The uncontrolled growth of stray cats and their prey species in the current study area enables T. gondii to complete its life cycle, resulting in the widespread environmental shedding of oocysts. The oocysts remain in the environment for long periods after contaminating water sources. The oocysts’ resistance to standard chlorination processes, combined with restricted access to properly purified drinking water in this region, makes contaminated water a primary transmission route. This environmental risk factor could explain why T. gondii seroprevalence is high in the study population.

In many hematological malignancies, a degree of cellular immunodeficiency is present. The immunosuppressive effects of chemotherapy and other treatment modalities make patients with these cancers highly susceptible to acute T. gondii infection or reactivation of latent toxoplasmosis (31). In the present study, the seroprevalence of T. gondii was higher among patients with solid tumors (43.6%) than in those with hematological malignancies (38.0%), although this difference was not statistically significant (P = 0.658). Abdel Malek et al. (19) observed a higher seroprevalence in solid tumor patients than in hematologic malignancy patients, although the difference was not statistically significant (P = 0.06). Conversely, in the study conducted by Ali et al. (31), the seroprevalence of anti-T. gondii IgG was significantly higher in patients with hematological malignancies compared to those with solid tumors, which is contrary to the findings of our study (P = 0.002).

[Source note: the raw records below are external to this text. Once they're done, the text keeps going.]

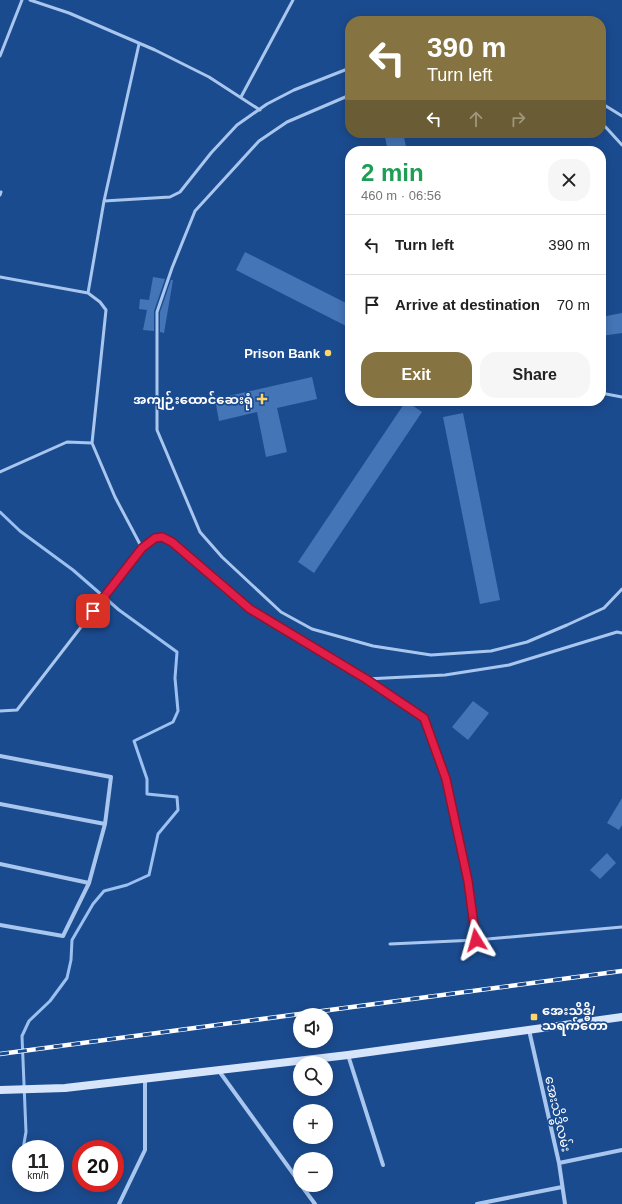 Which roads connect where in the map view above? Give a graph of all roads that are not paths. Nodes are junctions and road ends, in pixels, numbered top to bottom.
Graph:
1 (22, 0) edge
2 (30, 0) edge
3 (293, 0) edge
4 (139, 44) junction
5 (0, 56) edge
6 (345, 70) edge
7 (241, 97) junction
8 (345, 97) edge
9 (606, 106) edge
10 (260, 110) junction
11 (622, 116) edge
12 (606, 127) edge
13 (622, 145) edge
14 (104, 201) junction
15 (0, 277) edge
16 (88, 293) junction
17 (606, 394) edge
18 (622, 397) edge
19 (92, 442) junction
20 (0, 472) edge
21 (142, 548) junction
22 (622, 589) edge
23 (622, 633) edge
24 (366, 679) junction
25 (0, 711) edge
26 (0, 756) edge
27 (0, 804) edge
28 (105, 824) junction
29 (0, 864) edge
30 (89, 883) junction
31 (0, 925) edge
32 (622, 927) edge
33 (476, 940) junction
34 (390, 944) dead end
35 (622, 1017) edge
36 (529, 1030) junction
37 (348, 1055) junction
38 (219, 1070) junction
39 (145, 1079) junction
40 (0, 1090) edge
41 (622, 1150) edge
42 (383, 1164) dead end
43 (559, 1164) junction
44 (293, 1173) edge
45 (562, 1186) junction
46 (307, 1192) edge
47 (119, 1204) edge
48 (315, 1204) edge
49 (478, 1204) edge
50 (565, 1204) edge

1 - 5 lane
2 - 4 lane
3 - 7 lane
4 - 7 lane
4 - 14 lane
6 - 10 lane
7 - 10 lane
8 - 22 lane
9 - 11 lane
10 - 14 lane
12 - 13 lane
14 - 16 lane
15 - 16 lane
16 - 19 lane
17 - 18 lane
19 - 20 lane
19 - 21 lane
21 - 24 lane
21 - 25 lane
23 - 24 lane
24 - 33 lane
26 - 28 street
27 - 28 street
28 - 30 street
29 - 30 street
30 - 31 street
32 - 33 lane
33 - 34 lane
35 - 36 main road
36 - 37 main road
36 - 43 street, အေးသိဒ္ဓိလမ်း
37 - 38 main road
37 - 42 street
38 - 39 main road
38 - 44 street
39 - 40 main road
39 - 47 street
41 - 43 street
43 - 45 street, အေးသိဒ္ဓိလမ်း
45 - 49 street
45 - 50 street, အေးသိဒ္ဓိလမ်း
46 - 48 street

The observed differences between studies can be explained by multiple factors, including variations in chemotherapy protocols, cancer stage at sampling time, and patient health and immune status. These variables affect susceptibility to opportunistic infections such as toxoplasmosis.

5.1. Conclusions

The results of this study show a high prevalence of T. gondii infection in Abadan and Khorramshahr. In the control group, living in rural areas, the consumption of untreated drinking water, and female gender were significantly associated with higher seroprevalence of infection. Although no statistically significant association was observed between cancer and the seroprevalence of anti-T. gondii antibodies, cancer patients face an elevated risk of toxoplasmosis complications. Therefore, it is necessary to consider toxoplasmosis as an opportunistic infection in the management and treatment of cancer patients. It is recommended to perform screening tests before prescribing immunosuppressive drugs in these patients.

5.2. Limitations

In this case-control study, the ELISA test was performed on collected sera. The lack of molecular-based techniques to confirm serological findings, which could have strengthened the diagnostic accuracy, is the main limitation of this research project.